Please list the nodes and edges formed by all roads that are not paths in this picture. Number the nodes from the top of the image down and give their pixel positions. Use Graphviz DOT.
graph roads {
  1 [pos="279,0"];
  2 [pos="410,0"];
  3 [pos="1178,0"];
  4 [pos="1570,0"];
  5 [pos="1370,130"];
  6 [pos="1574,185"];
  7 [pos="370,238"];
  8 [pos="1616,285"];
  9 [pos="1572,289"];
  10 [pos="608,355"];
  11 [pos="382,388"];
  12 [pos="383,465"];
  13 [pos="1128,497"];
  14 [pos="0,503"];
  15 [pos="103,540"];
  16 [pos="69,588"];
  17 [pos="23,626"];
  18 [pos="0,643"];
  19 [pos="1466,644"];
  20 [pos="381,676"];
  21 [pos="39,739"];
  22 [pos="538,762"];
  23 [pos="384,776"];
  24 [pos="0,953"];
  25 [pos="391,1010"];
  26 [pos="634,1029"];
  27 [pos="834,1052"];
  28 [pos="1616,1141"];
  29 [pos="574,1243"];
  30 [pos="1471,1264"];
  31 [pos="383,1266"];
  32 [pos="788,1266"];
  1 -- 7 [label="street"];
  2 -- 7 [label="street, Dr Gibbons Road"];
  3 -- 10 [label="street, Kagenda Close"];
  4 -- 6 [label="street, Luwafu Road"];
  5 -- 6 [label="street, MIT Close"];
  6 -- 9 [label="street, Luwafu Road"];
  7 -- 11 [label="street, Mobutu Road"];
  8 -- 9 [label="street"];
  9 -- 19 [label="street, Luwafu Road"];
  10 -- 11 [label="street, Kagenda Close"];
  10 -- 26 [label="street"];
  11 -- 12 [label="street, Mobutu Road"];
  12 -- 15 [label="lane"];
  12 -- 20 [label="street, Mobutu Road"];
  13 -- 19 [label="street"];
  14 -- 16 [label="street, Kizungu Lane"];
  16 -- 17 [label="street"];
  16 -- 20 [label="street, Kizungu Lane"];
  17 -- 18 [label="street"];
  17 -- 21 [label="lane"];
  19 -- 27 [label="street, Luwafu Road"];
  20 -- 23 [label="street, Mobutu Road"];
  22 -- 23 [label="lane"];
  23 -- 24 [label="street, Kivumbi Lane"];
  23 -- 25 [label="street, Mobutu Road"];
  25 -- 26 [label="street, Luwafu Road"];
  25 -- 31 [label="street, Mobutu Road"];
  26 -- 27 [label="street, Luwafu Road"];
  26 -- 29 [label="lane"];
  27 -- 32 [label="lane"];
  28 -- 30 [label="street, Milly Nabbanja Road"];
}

◆ **What the task requires**
Could you write out all the data exactly as it is given?

◆ **Output**
Please list the nodes and edges formed by all roads that are not paths in this picture. Number the nodes from the top of the image down and give their pixel positions. Use Graphviz DOT.
graph roads {
  1 [pos="279,0"];
  2 [pos="410,0"];
  3 [pos="1178,0"];
  4 [pos="1570,0"];
  5 [pos="1370,130"];
  6 [pos="1574,185"];
  7 [pos="370,238"];
  8 [pos="1616,285"];
  9 [pos="1572,289"];
  10 [pos="608,355"];
  11 [pos="382,388"];
  12 [pos="383,465"];
  13 [pos="1128,497"];
  14 [pos="0,503"];
  15 [pos="103,540"];
  16 [pos="69,588"];
  17 [pos="23,626"];
  18 [pos="0,643"];
  19 [pos="1466,644"];
  20 [pos="381,676"];
  21 [pos="39,739"];
  22 [pos="538,762"];
  23 [pos="384,776"];
  24 [pos="0,953"];
  25 [pos="391,1010"];
  26 [pos="634,1029"];
  27 [pos="834,1052"];
  28 [pos="1616,1141"];
  29 [pos="574,1243"];
  30 [pos="1471,1264"];
  31 [pos="383,1266"];
  32 [pos="788,1266"];
  1 -- 7 [label="street"];
  2 -- 7 [label="street, Dr Gibbons Road"];
  3 -- 10 [label="street, Kagenda Close"];
  4 -- 6 [label="street, Luwafu Road"];
  5 -- 6 [label="street, MIT Close"];
  6 -- 9 [label="street, Luwafu Road"];
  7 -- 11 [label="street, Mobutu Road"];
  8 -- 9 [label="street"];
  9 -- 19 [label="street, Luwafu Road"];
  10 -- 11 [label="street, Kagenda Close"];
  10 -- 26 [label="street"];
  11 -- 12 [label="street, Mobutu Road"];
  12 -- 15 [label="lane"];
  12 -- 20 [label="street, Mobutu Road"];
  13 -- 19 [label="street"];
  14 -- 16 [label="street, Kizungu Lane"];
  16 -- 17 [label="street"];
  16 -- 20 [label="street, Kizungu Lane"];
  17 -- 18 [label="street"];
  17 -- 21 [label="lane"];
  19 -- 27 [label="street, Luwafu Road"];
  20 -- 23 [label="street, Mobutu Road"];
  22 -- 23 [label="lane"];
  23 -- 24 [label="street, Kivumbi Lane"];
  23 -- 25 [label="street, Mobutu Road"];
  25 -- 26 [label="street, Luwafu Road"];
  25 -- 31 [label="street, Mobutu Road"];
  26 -- 27 [label="street, Luwafu Road"];
  26 -- 29 [label="lane"];
  27 -- 32 [label="lane"];
  28 -- 30 [label="street, Milly Nabbanja Road"];
}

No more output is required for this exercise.